Atrial fibrillation (AFib) is a common type of irregular heartbeat, or arrhythmia, where the upper chambers of the heart, the atria, beat rapidly and chaotically. This disorganized electrical activity can lead to inefficient pumping of blood and may increase the risk of complications such as blood clots, stroke, and heart failure. This article will clarify how electrical therapy can be used to manage this condition.
What is a Shockable Heart Rhythm
A “shockable rhythm” refers to specific abnormal heart rhythms that can be corrected by delivering an electrical shock to the heart. This intervention, known as defibrillation, aims to momentarily stop all electrical activity, allowing the heart’s natural pacemaker to reset to a normal rhythm. The two primary shockable rhythms encountered in emergency cardiac arrest situations are ventricular fibrillation (VFib) and pulseless ventricular tachycardia (VT).
In ventricular fibrillation, the heart’s lower chambers, the ventricles, quiver ineffectively instead of pumping blood, leading to immediate loss of consciousness. Pulseless ventricular tachycardia involves a very rapid, but organized, electrical activity in the ventricles that is too fast to produce a palpable pulse or effective blood flow. Non-shockable rhythms like asystole (no electrical activity) and pulseless electrical activity (organized electrical activity without a heartbeat) do not respond to defibrillation. In these cases, cardiopulmonary resuscitation (CPR) and medications are the primary treatments.
Atrial Fibrillation and Electrical Cardioversion
Atrial fibrillation can indeed be treated with an electrical shock, but for AFib, this procedure is specifically termed electrical cardioversion (CPT code 92960), not defibrillation. While both involve delivering an electrical current, electrical cardioversion is a synchronized shock, timed to a specific point in the heart’s electrical cycle (the R-wave on an electrocardiogram). This synchronization prevents the shock from inducing more dangerous arrhythmias.
The goal of electrical cardioversion in AFib is to reset the heart’s erratic electrical activity and restore a normal sinus rhythm. During the procedure, electrode pads are placed on the patient’s chest, and a controlled electric shock is delivered. The shock briefly interrupts abnormal electrical signals, allowing the heart’s natural pacemaker to regain control and establish a regular heartbeat.
Defibrillation, in contrast, delivers an unsynchronized, higher-energy shock for life-threatening emergencies with no organized electrical activity or pulse.
When Electrical Cardioversion is Used
Electrical cardioversion is used for atrial fibrillation in urgent and planned situations. In emergency cases, such as when AFib with a rapid ventricular response causes hemodynamic instability (e.g., low blood pressure, acute heart failure, or chest pain), immediate electrical cardioversion is performed to restore a stable heart rhythm.
For patients with stable AFib, electrical cardioversion is often an elective, planned procedure, particularly for those with persistent or symptomatic AFib that has not responded to medications. Before an elective cardioversion for AFib lasting more than 48 hours or of unknown duration, patients are typically placed on anticoagulant medications for at least three to four weeks to prevent the formation of blood clots in the heart’s upper chambers.
This preparation significantly reduces the risk of stroke if a clot dislodges when the heart’s rhythm returns to normal. Alternatively, a transesophageal echocardiogram (TEE) may be performed immediately before the procedure to rule out existing clots.

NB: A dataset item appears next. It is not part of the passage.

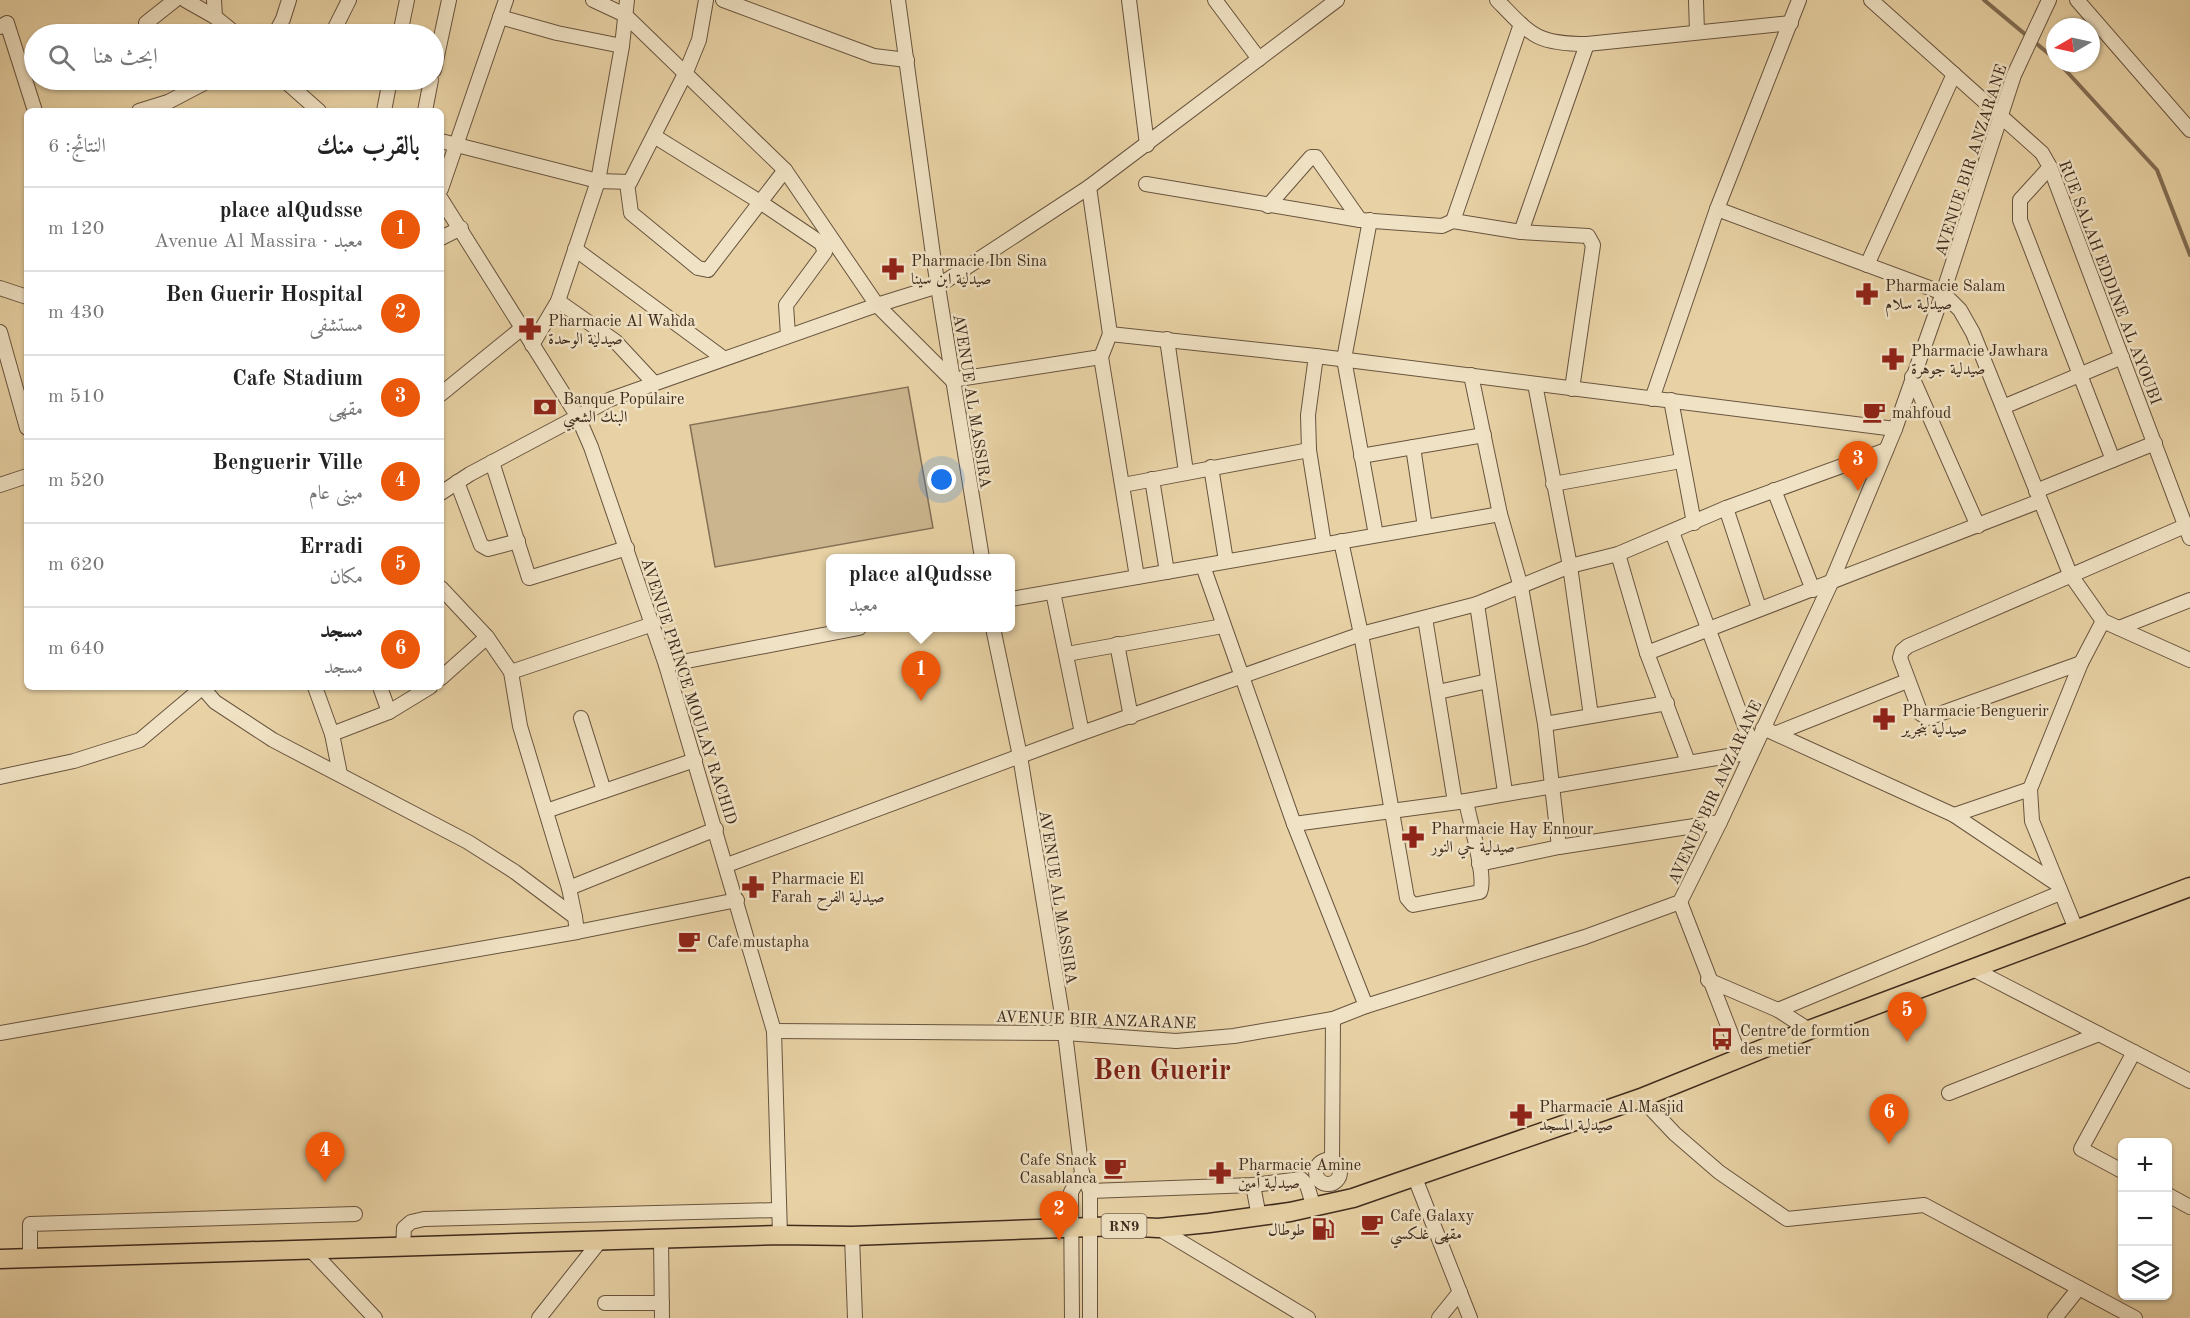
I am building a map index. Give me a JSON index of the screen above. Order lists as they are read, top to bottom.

Other Treatments for Atrial Fibrillation
Beyond electrical cardioversion, several other treatment approaches are commonly used to manage atrial fibrillation, focusing on either controlling the heart rate or restoring and maintaining a normal rhythm. Rate control strategies aim to slow down the heart’s ventricular response to the chaotic atrial activity, thereby reducing symptoms and improving cardiac efficiency. Medications such as beta-blockers (e.g., metoprolol, bisoprolol) and calcium channel blockers (e.g., diltiazem, verapamil) are frequently prescribed for this purpose. Digoxin is another medication that can be used to slow the electrical signals from the upper to the lower chambers of the heart.
Rhythm control strategies, on the other hand, aim to restore and maintain a normal sinus rhythm. This can involve antiarrhythmic medications like sodium channel blockers (e.g., flecainide, propafenone) or potassium channel blockers (e.g., amiodarone, sotalol, dofetilide, dronedarone). For some patients, catheter ablation (CPT code 93656) is an option, a procedure where small catheters are guided into the heart to deliver energy (radiofrequency or cryoablation) to specific areas of heart tissue responsible for generating or perpetuating the abnormal electrical signals, often focusing on isolating the pulmonary veins.